European XFEL: Status and Overview of Research Instrumentation

COFFEE_KLATCH · Invited

Abstract

The European XFEL is a new international research installation that is currently under construction in the Hamburg area in Germany. The facility will generate new knowledge in almost all the technical and scientific disciplines that are shaping our daily life--including nanotechnology, medicine, pharmaceutics, chemistry, materials science, power engineering and electronics. The ultra-high brilliance femtosecond X-ray flashes of coherent radiation will be produced in a 3.4-kilometre-long facility. Most of it will be housed in tunnels deep below ground. Three sites will provide access to the tunnels and the experiment stations.
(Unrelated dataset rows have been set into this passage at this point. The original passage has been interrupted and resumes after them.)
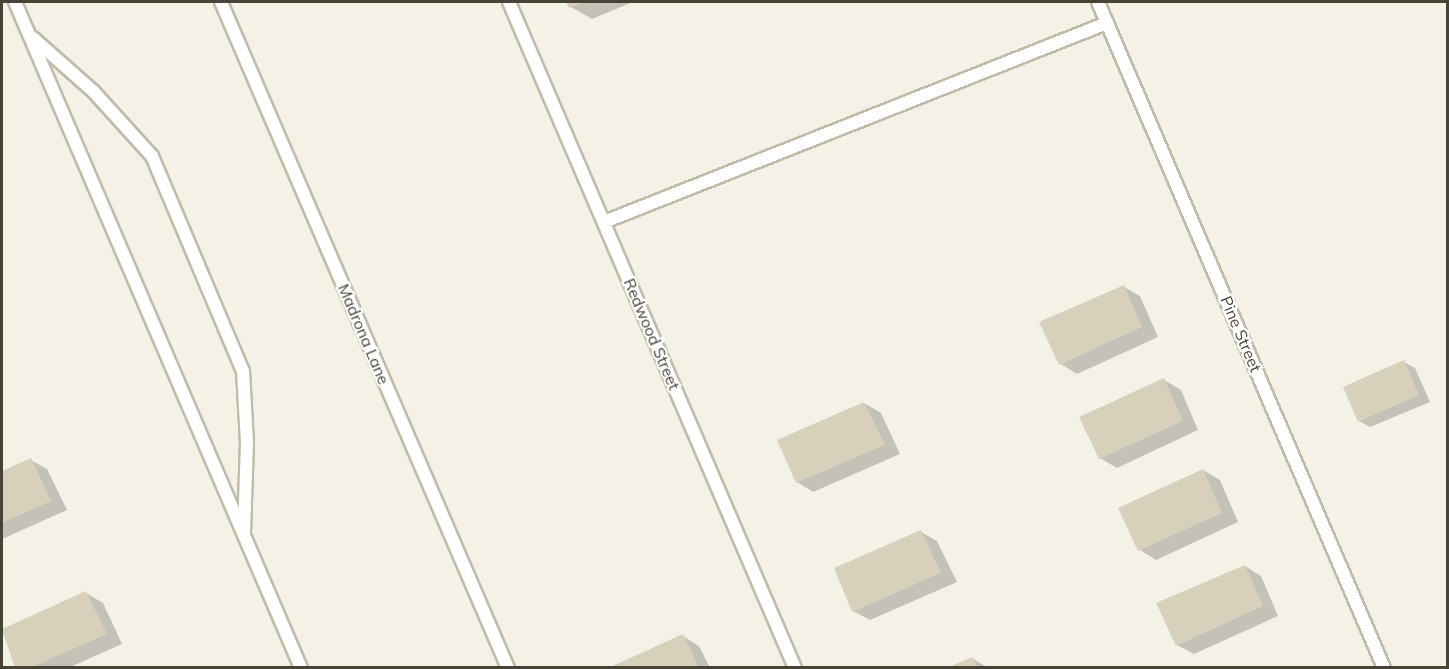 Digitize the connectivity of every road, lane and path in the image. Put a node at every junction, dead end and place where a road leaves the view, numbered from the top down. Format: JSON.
{"nodes":[{"id":1,"x":15,"y":2,"type":"edge"},
{"id":2,"x":221,"y":2,"type":"edge"},
{"id":3,"x":509,"y":2,"type":"edge"},
{"id":4,"x":1098,"y":2,"type":"edge"},
{"id":5,"x":1107,"y":23,"type":"junction"},
{"id":6,"x":29,"y":34,"type":"junction"},
{"id":7,"x":604,"y":222,"type":"junction"},
{"id":8,"x":244,"y":535,"type":"junction"},
{"id":9,"x":301,"y":668,"type":"edge"},
{"id":10,"x":508,"y":668,"type":"edge"},
{"id":11,"x":795,"y":668,"type":"edge"},
{"id":12,"x":1384,"y":668,"type":"edge"}],
"edges":[{"from":1,"to":6,"type":"lane"},
{"from":2,"to":10,"type":"lane","name":"Madrona Lane"},
{"from":3,"to":7,"type":"lane","name":"Redwood Street"},
{"from":4,"to":5,"type":"lane","name":"Pine Street"},
{"from":5,"to":7,"type":"lane"},
{"from":5,"to":12,"type":"lane","name":"Pine Street"},
{"from":6,"to":8,"type":"lane"},
{"from":6,"to":8,"type":"lane"},
{"from":7,"to":11,"type":"lane","name":"Redwood Street"},
{"from":8,"to":9,"type":"lane"}]} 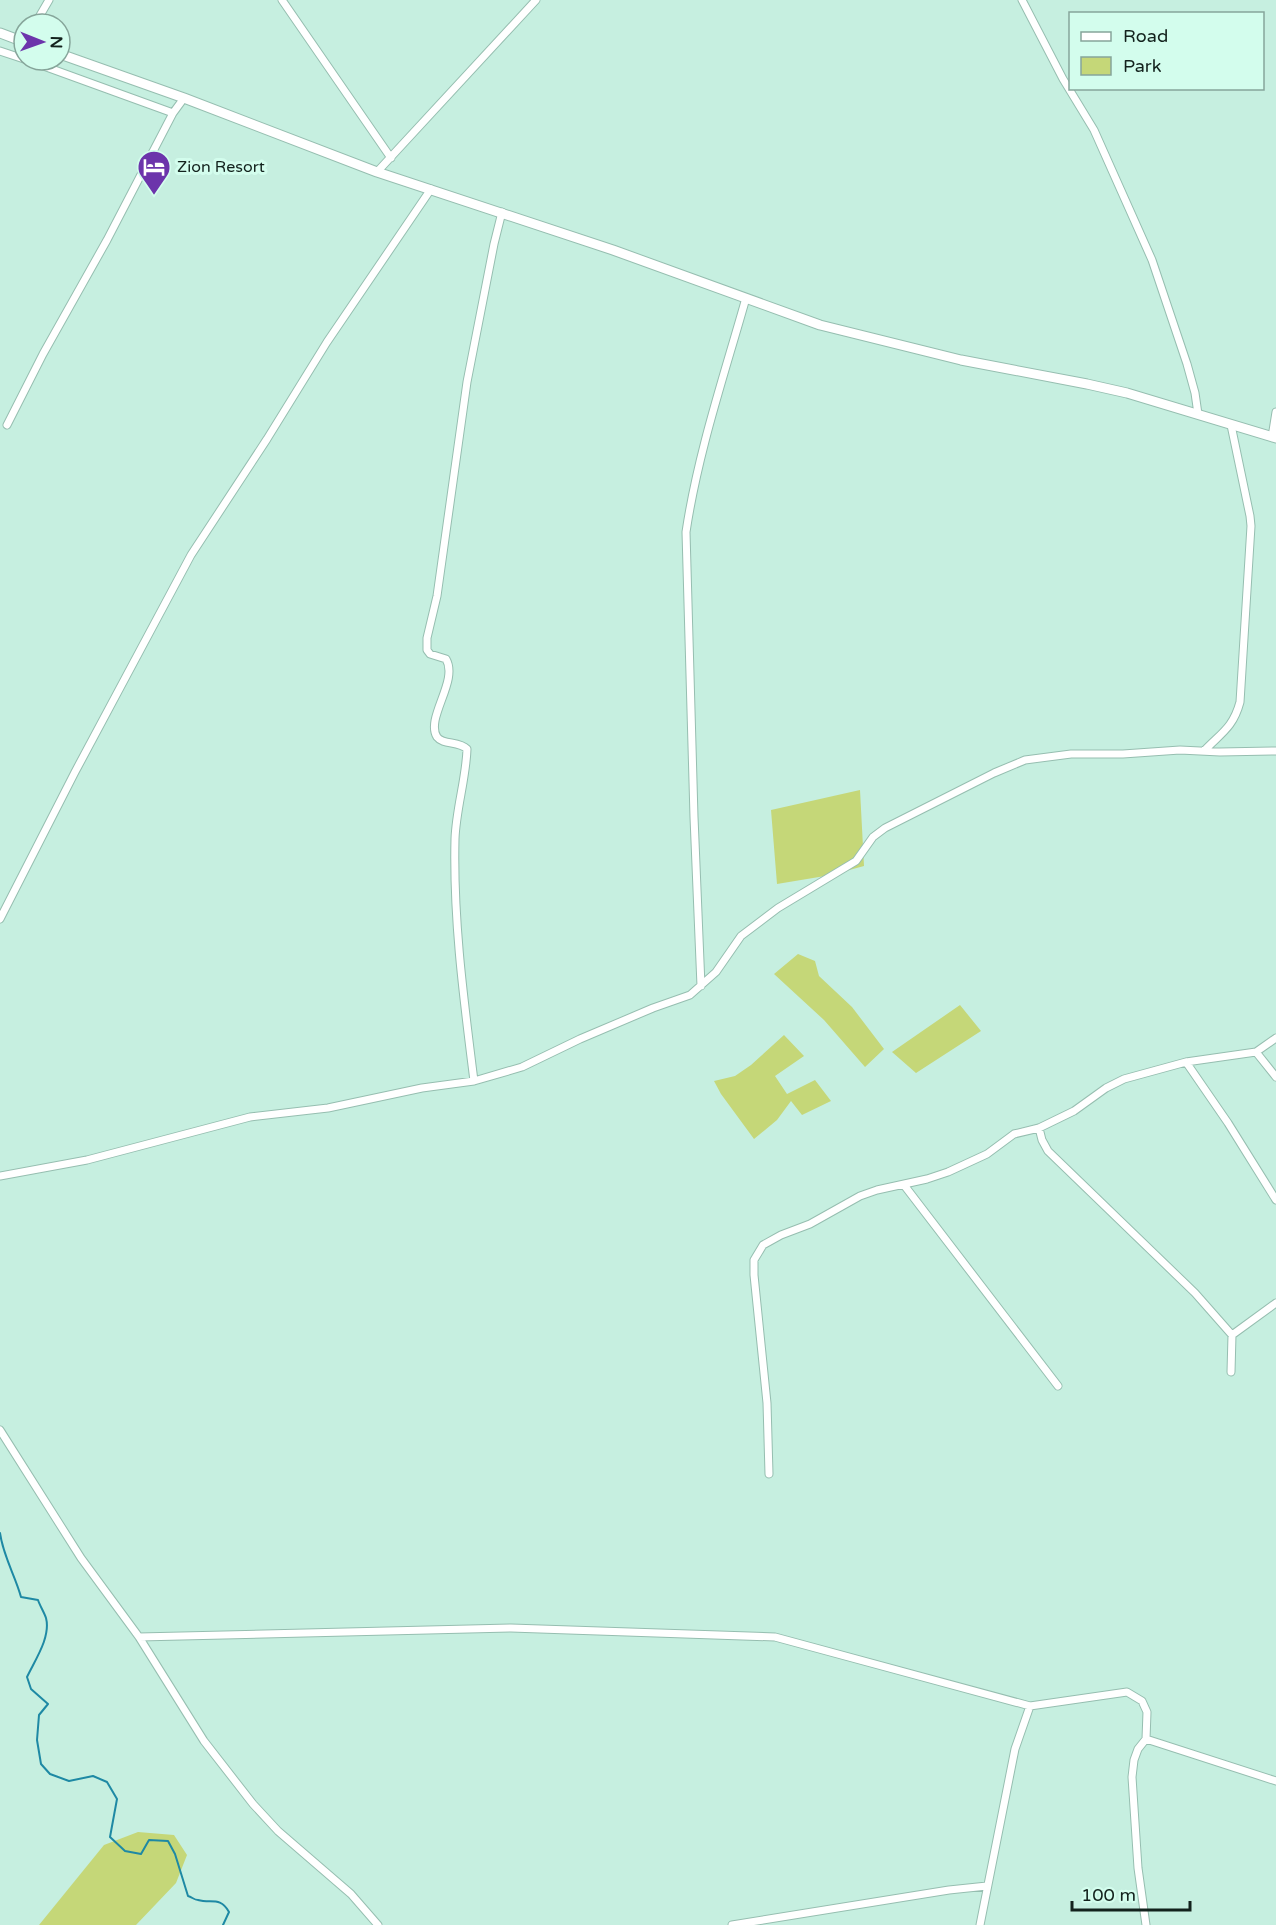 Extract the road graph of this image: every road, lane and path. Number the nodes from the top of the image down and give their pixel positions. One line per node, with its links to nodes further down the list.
1 (282, 0): 10 (street)
2 (536, 0): 10 (street)
3 (1022, 0): 6 (street)
4 (72, 58): 8 (street)
5 (61, 72): 9 (street)
6 (1069, 89)
7 (1070, 90): 16 (street)
8 (184, 98): 9 (street); 11 (street)
9 (173, 112): 17 (street)
10 (391, 158): 11 (street)
11 (377, 172): 12 (street)
12 (431, 189): 13 (street); 22 (street)
13 (502, 212): 14 (street); 28 (street)
14 (746, 298): 16 (street); 23 (street)
15 (1276, 412): 19 (street)
16 (1198, 414): 18 (street)
17 (7, 425)
18 (1231, 425): 19 (street); 20 (street)
19 (1274, 437)
20 (1204, 751): 21 (street); 23 (street)
21 (1276, 751)
22 (0, 919)
23 (701, 986): 28 (street)
24 (1276, 1038): 25 (street)
25 (1256, 1052): 26 (street); 27 (street)
26 (1186, 1062): 29 (street); 32 (street)
27 (1276, 1077)
28 (474, 1081): 30 (street)
29 (1039, 1128): 31 (street); 34 (street)
30 (0, 1176)
31 (904, 1185): 36 (street); 38 (street)
32 (1276, 1200)
33 (1276, 1303): 34 (street)
34 (1232, 1335): 35 (street)
35 (1231, 1372)
36 (1058, 1386)
37 (0, 1430): 39 (street)
38 (769, 1474)
39 (139, 1637): 40 (street); 44 (street)
40 (1030, 1706): 41 (street); 43 (street)
41 (1146, 1739): 42 (street); 47 (street)
42 (1276, 1781)
43 (987, 1886): 45 (street); 46 (street)
44 (378, 1925)
45 (732, 1925)
46 (980, 1925)
47 (1146, 1925) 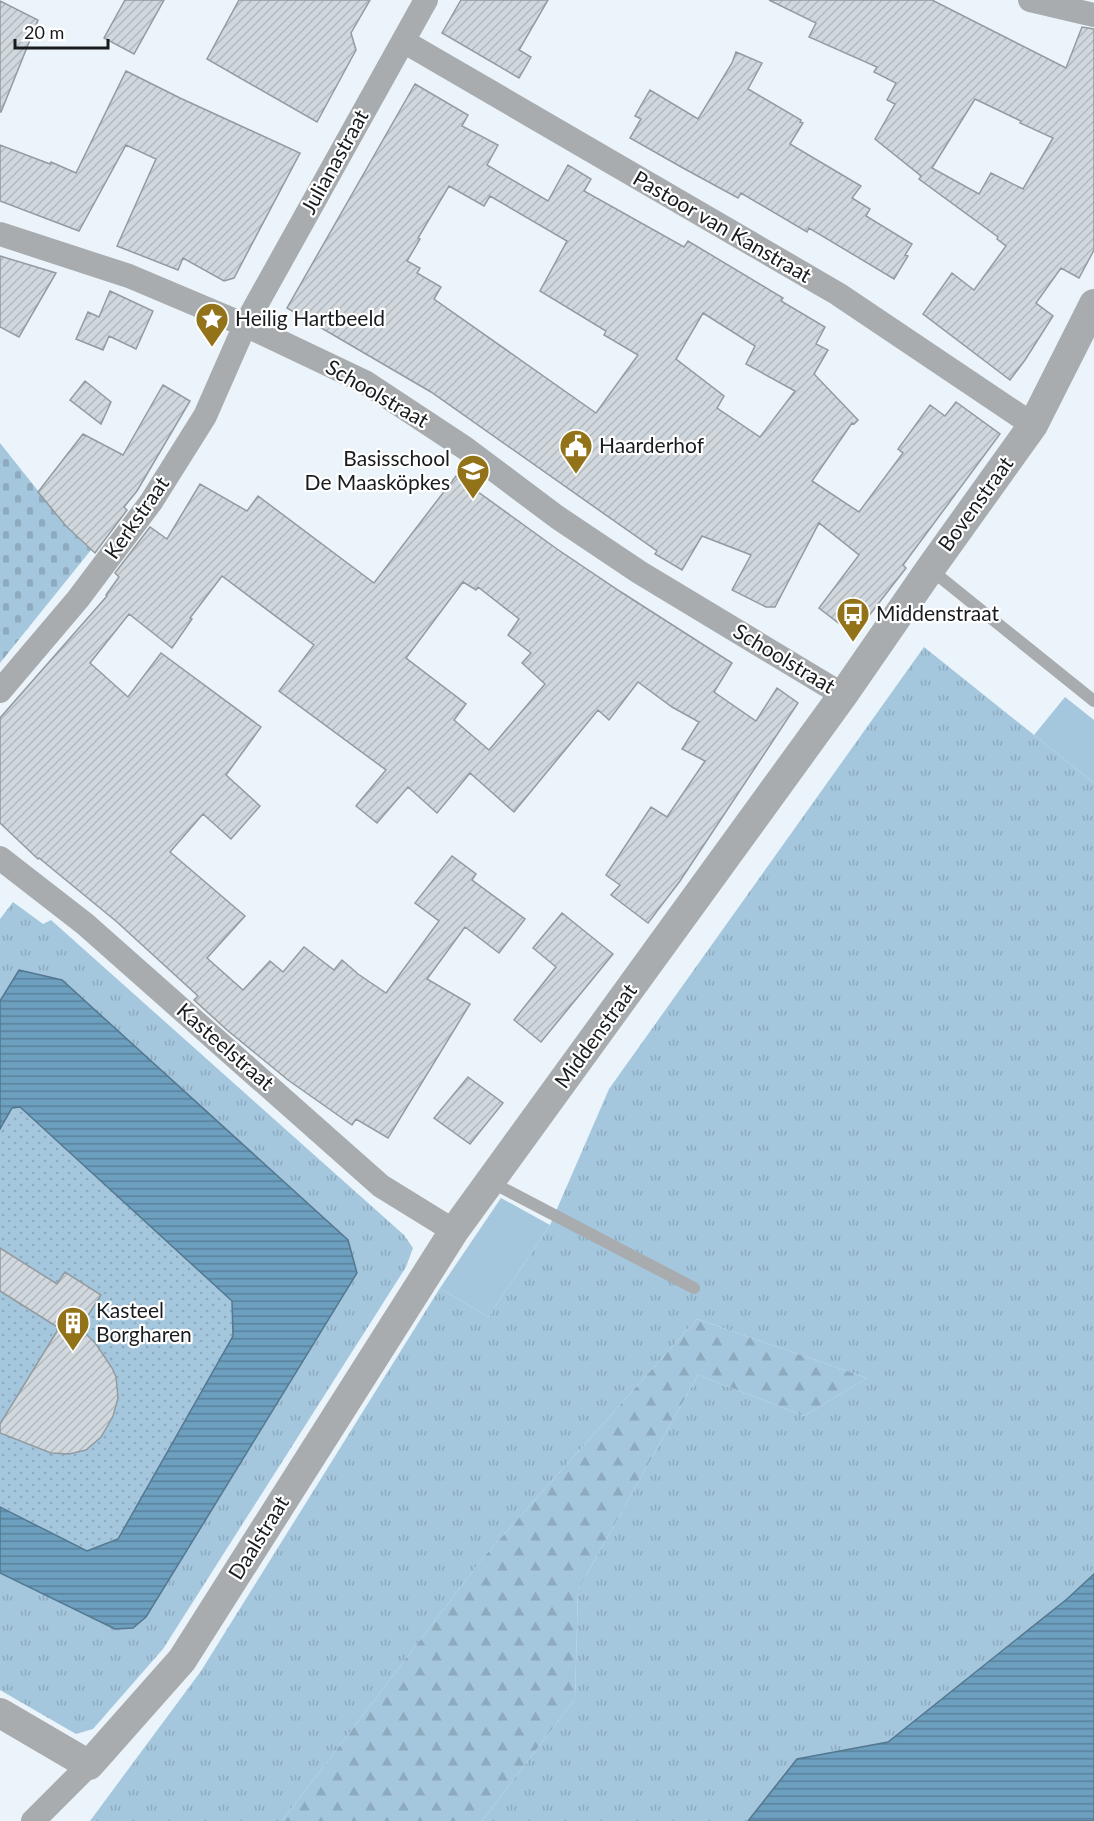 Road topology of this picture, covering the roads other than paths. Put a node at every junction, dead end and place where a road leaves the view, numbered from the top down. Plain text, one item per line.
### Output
1 (426, 0) edge
2 (1030, 0) edge
3 (1094, 15) edge
4 (403, 41) junction
5 (0, 234) edge
6 (1094, 304) edge
7 (245, 325) junction
8 (1033, 425) junction
9 (930, 569) junction
10 (0, 691) edge
11 (843, 695) junction
12 (1094, 701) edge
13 (2, 864) edge
14 (490, 1182) junction
15 (454, 1231) junction
16 (694, 1288) dead end
17 (0, 1713) edge
18 (89, 1765) junction
19 (33, 1821) edge

1 - 4 street, Julianastraat
2 - 3 street
4 - 7 street, Julianastraat
4 - 8 street, Pastoor van Kanstraat
5 - 7 street, Schoolstraat
6 - 8 street, Bovenstraat
7 - 10 street, Kerkstraat
7 - 11 street, Schoolstraat
8 - 9 street, Bovenstraat
9 - 11 street, Bovenstraat
9 - 12 lane
11 - 14 street, Middenstraat
13 - 15 street, Kasteelstraat
14 - 15 street, Middenstraat
14 - 16 lane
15 - 18 street, Daalstraat
17 - 18 street
18 - 19 street, Daalstraat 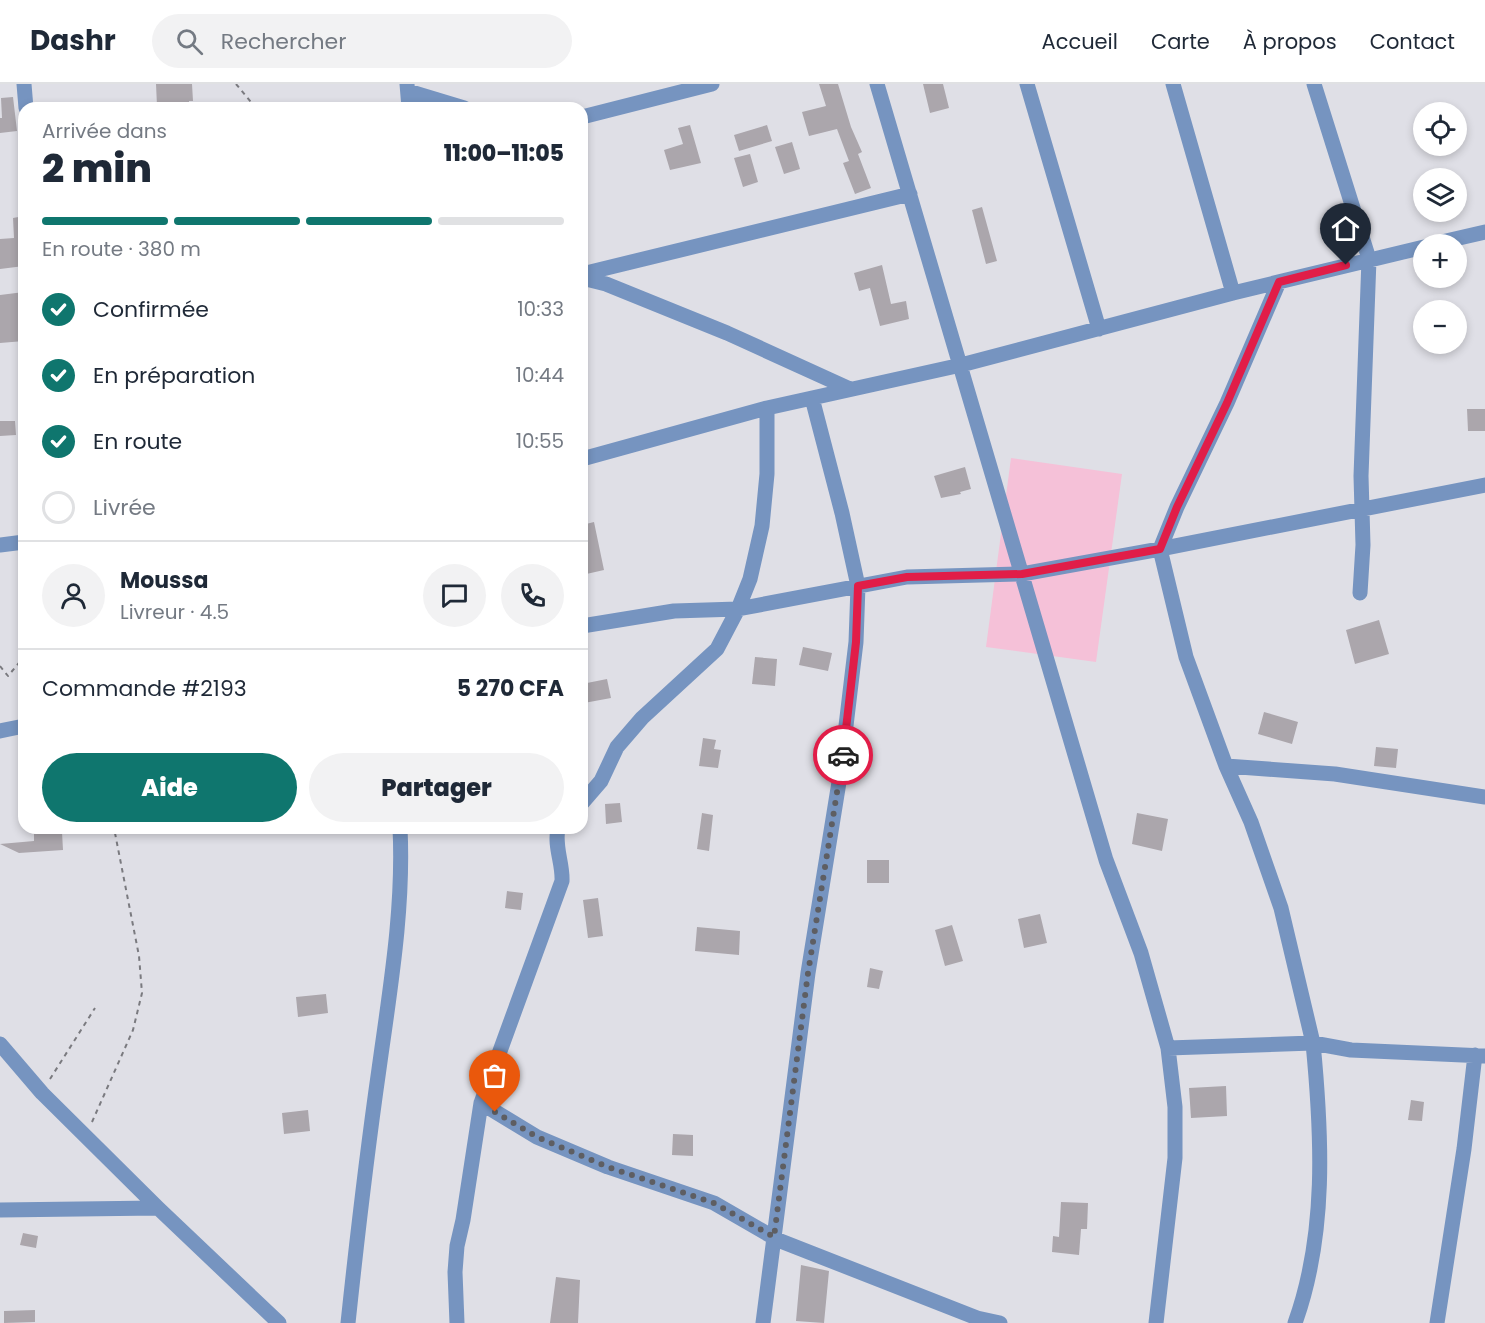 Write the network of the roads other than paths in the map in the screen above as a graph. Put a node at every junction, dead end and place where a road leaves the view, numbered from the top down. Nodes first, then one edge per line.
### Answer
1 (24, 84) edge
2 (712, 84) edge
3 (877, 84) edge
4 (1027, 84) edge
5 (1173, 84) edge
6 (1314, 84) edge
7 (408, 87) edge
8 (26, 102) edge
9 (409, 102) edge
10 (448, 102) edge
11 (588, 115) edge
12 (910, 194) junction
13 (1485, 232) edge
14 (1467, 236) edge
15 (1413, 249) edge
16 (1369, 259) junction
17 (588, 274) edge
18 (588, 278) edge
19 (1279, 282) junction
20 (1233, 293) junction
21 (1099, 329) junction
22 (961, 365) junction
23 (850, 389) junction
24 (812, 398) junction
25 (767, 408) junction
26 (588, 457) edge
27 (1485, 485) edge
28 (1361, 508) junction
29 (18, 543) edge
30 (0, 545) edge
31 (1160, 549) junction
32 (1022, 574) junction
33 (858, 586) junction
34 (1360, 594) dead end
35 (738, 609) junction
36 (588, 625) edge
37 (18, 727) edge
38 (0, 731) edge
39 (1226, 766) junction
40 (588, 796) edge
41 (1485, 797) edge
42 (400, 834) edge
43 (557, 834) edge
44 (0, 1044) edge
45 (1312, 1044) junction
46 (1168, 1048) junction
47 (1480, 1055) edge
48 (480, 1103) junction
49 (158, 1208) junction
50 (0, 1210) edge
51 (774, 1237) junction
52 (279, 1323) edge
53 (348, 1323) edge
54 (457, 1323) edge
55 (763, 1323) edge
56 (1000, 1323) edge
57 (1156, 1323) edge
58 (1295, 1323) edge
59 (1437, 1323) edge

1 - 8 street
2 - 11 street
3 - 12 street
4 - 21 street
5 - 20 street
6 - 16 street
7 - 9 street
7 - 10 street
12 - 17 street
12 - 22 street
13 - 14 street
15 - 16 street
16 - 19 street
16 - 28 street
18 - 23 street
19 - 20 street
19 - 31 street
20 - 21 street
21 - 22 street
22 - 23 street
22 - 32 street
23 - 24 street
24 - 25 street
24 - 33 street
25 - 26 street
25 - 35 street
27 - 28 street
28 - 31 street
28 - 34 street
29 - 30 street
31 - 32 street
31 - 39 street
32 - 33 street
32 - 46 street
33 - 35 street
33 - 51 street
35 - 36 street
35 - 40 street
37 - 38 street
39 - 41 street
39 - 45 street
42 - 53 street
43 - 48 street
44 - 49 street
45 - 46 street
45 - 47 street
45 - 58 street
46 - 57 street
47 - 59 street
48 - 51 street
48 - 54 street
49 - 50 street
49 - 52 street
51 - 55 street
51 - 56 street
In its start-up configuration, the European XFEL will comprise 3 self-amplified spontaneous emission (SASE) light sources--undulators operating in energy ranges 3 - 25 keV (SASE 1 and SASE 2) and 0.2 - 3 keV (SASE 3), respectively. The world-unique feature of this XFEL is the possibility to provide up to 27.000 ultra-short flashes (10 - 100 fs) that makes the facility particular suitable for time-resolved spectroscopies including photoemission, (resonance) inelastic X-ray scattering and imaging studies in the range of moderate and hard X-ray photons. Six experimental stations optimized for particular purposes will be installed. Each experiment requires light with special properties, such that the stations are permanently assigned to the different light sources (beamlines) of the European XFEL. In June 2013, underground civil engineering work (tunnels, shafts, halls) has been finished at all three construction sites. In this presentation status and further parameters of the European XFEL facility as well as planned research instrumentation are reviewed.